Malgré toute mon admiration pour Jefferson, je dois mentionner une zone d’ombre de sa vie qui m’a toujours perturbé : son attitude vis-à-vis de l’esclavage. Cet homme politique éclairé, auteur de ces lignes immortelles : « Tous les hommes sont créés égaux ; ils sont doués par le Créateur de certains droits inaliénables ; parmi ces droits se trouvent la vie, la liberté et la recherche du bonheur » figurant dans la Déclaration, a pourtant toujours employé des esclaves noirs dans son domaine de Monticello. Pis, après la mort de sa femme, il aurait entretenu une liaison secrète avec une esclave, Sally Hemmings, qu’il n’émancipa jamais de son vivant, et avec qui il aurait eu plusieurs enfants.
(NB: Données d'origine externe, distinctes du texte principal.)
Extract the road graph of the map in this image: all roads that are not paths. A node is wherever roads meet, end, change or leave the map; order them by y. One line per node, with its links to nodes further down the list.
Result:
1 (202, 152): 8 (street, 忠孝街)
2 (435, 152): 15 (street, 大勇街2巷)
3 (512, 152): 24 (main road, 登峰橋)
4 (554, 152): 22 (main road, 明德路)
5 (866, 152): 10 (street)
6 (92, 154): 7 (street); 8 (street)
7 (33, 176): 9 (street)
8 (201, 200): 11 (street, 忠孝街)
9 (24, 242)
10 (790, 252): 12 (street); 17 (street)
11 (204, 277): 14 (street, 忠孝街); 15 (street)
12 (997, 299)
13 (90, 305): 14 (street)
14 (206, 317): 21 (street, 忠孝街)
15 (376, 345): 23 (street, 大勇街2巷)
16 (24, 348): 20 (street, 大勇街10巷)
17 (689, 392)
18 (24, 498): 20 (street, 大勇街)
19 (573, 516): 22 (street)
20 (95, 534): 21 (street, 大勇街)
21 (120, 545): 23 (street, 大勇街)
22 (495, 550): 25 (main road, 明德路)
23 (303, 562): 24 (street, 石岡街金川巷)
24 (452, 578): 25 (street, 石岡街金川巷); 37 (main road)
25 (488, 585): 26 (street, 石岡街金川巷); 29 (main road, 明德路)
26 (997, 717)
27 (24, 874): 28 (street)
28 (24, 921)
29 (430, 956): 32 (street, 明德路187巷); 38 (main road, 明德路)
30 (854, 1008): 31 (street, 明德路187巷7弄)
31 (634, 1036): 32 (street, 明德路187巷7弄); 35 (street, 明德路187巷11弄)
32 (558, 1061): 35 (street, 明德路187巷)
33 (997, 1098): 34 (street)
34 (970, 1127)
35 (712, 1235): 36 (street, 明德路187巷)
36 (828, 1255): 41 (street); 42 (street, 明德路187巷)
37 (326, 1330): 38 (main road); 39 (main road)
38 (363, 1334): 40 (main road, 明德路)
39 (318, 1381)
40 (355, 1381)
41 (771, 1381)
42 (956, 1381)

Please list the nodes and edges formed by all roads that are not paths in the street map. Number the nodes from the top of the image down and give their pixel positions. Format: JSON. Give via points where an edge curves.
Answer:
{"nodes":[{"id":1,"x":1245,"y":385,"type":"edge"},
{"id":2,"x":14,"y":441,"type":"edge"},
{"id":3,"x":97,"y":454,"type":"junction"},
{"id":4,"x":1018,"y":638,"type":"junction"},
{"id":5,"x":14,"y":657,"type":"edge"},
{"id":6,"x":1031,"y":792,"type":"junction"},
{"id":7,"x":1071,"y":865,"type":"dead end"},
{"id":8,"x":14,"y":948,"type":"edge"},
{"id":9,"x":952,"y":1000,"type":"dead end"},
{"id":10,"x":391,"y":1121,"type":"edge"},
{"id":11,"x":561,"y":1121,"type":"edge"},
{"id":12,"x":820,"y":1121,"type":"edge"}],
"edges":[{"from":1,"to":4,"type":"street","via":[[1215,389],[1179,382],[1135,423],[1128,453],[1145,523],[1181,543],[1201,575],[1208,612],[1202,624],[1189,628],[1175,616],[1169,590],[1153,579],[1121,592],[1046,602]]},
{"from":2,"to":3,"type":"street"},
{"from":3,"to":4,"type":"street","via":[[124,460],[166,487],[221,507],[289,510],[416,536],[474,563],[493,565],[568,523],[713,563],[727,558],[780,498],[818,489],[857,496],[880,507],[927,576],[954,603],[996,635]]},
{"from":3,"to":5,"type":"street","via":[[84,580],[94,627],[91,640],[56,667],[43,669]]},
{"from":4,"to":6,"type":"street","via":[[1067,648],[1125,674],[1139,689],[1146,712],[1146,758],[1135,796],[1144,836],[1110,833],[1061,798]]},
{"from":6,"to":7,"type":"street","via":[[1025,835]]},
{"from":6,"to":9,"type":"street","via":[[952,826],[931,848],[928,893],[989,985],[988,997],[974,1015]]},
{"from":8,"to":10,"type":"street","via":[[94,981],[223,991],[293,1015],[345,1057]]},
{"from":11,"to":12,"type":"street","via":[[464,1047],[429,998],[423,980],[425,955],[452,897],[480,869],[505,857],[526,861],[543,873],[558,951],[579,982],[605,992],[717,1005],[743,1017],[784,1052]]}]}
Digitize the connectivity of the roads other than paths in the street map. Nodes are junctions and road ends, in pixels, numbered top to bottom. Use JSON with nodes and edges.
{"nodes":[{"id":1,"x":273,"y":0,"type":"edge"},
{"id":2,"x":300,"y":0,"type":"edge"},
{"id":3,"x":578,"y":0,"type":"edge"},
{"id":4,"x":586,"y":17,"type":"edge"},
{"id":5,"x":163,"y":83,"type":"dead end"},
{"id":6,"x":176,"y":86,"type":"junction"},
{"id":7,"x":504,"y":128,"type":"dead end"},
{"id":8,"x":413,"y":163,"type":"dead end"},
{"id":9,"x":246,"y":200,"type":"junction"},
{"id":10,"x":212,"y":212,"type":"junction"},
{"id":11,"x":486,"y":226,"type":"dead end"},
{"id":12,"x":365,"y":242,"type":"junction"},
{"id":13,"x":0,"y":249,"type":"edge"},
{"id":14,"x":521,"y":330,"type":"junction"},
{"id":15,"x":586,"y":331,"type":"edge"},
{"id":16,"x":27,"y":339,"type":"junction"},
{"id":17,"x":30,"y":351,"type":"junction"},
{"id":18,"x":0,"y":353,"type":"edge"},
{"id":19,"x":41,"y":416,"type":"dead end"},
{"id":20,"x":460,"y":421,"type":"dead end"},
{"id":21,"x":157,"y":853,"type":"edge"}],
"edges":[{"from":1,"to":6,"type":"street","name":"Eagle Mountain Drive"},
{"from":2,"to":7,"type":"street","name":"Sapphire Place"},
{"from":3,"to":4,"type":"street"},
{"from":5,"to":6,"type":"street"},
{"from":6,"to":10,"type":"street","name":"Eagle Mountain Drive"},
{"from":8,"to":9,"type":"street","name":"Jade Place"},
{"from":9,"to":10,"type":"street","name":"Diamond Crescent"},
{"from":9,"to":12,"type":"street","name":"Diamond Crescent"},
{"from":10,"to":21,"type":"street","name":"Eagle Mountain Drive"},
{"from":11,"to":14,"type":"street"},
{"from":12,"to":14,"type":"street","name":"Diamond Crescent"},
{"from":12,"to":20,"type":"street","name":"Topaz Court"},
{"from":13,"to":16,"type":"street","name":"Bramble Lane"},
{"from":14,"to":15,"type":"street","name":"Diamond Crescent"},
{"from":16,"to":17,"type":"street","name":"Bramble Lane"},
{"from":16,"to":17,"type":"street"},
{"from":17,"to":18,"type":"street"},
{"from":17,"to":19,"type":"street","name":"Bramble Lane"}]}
Tout homme des Lumières qu’il ait été, Jefferson n’eut pas, en fin de compte, ni dans sa vie publique ni dans sa vie privée, le courage politique de s’élever contre l’esclavage.

L’idée de travailler sur le campus de Jefferson, de me repaître chaque jour de sa beauté architecturale et de me promener parmi les colonnes palladiennes dans le « village académique » n’était pas pour me déplaire. De plus, pour le féru d’histoire que je suis, évoluer dans ce haut lieu me convenait bien. Issu de la culture millénaire du Vietnam, imprégné d’une autre culture tout aussi ancienne, celle de la France, j’éprouvais un sentiment mitigé à vivre dans une nation dont l’histoire n’avait commencé qu’en 1776 (si on exclut celle des Indiens d’Amérique). Bien sûr, j’étais conscient des avantages certains d’un pays neuf. Le dynamisme et le manque de structures sociales rigides aux États-Unis, qui encouragent la créativité et l’innovation, et qui permettent à un homme de se définir par ses actes et ses accomplissements plutôt que par ses origines, sont autant de facteurs qui m’ont attiré vers les universités américaines et qui me retiennent sur ce territoire. Mais la sophistication et le vernis d’une culture ancienne me manquaient aussi. J’étais donc ravi de pouvoir aller travailler dans une université qui avait plus de cent cinquante ans (une éternité dans l’histoire américaine !) et dont le fondateur avait joué un rôle aussi important dans la nation. Bien que Jefferson se soit éteint il y a plus de cent quatre-vingts ans, son esprit est toujours très présent sur le campus, et les étudiants parlent de « Monsieur Jefferson » comme s’il était encore à leurs côtés.

J’ai passé plus de trente ans – plus de la moitié de ma vie – sur le campus de M. Jefferson. J’ai assisté à une métamorphose profonde de l’université qui, dans les années 1950 et 1960, n’était encore qu’un campus endormi fréquenté surtout par les fils de la bourgeoisie fortunée du Sud, et qui n’admit son premier étudiant noir qu’en 1950 et les femmes qu’à partir de 1970. Heureusement, grâce à une bonne gestion des finances et à une politique de recrutement de professeurs de haut niveau, elle s’est muée en un établissement de réputation internationale, avec des standards académiques rigoureux, qui attire de nos jours des enseignants et des étudiants de tous les États-Unis et de nombreux pays du monde. Elle est considérée aujourd’hui comme l’une des premières universités publiques aux États-Unis. Au palmarès national, toutes universités confondues, elle se situe au vingt-cinquième rang ; les universités privées comme Harvard ou Princeton occupant les premières places grâce à leurs moyens considérables.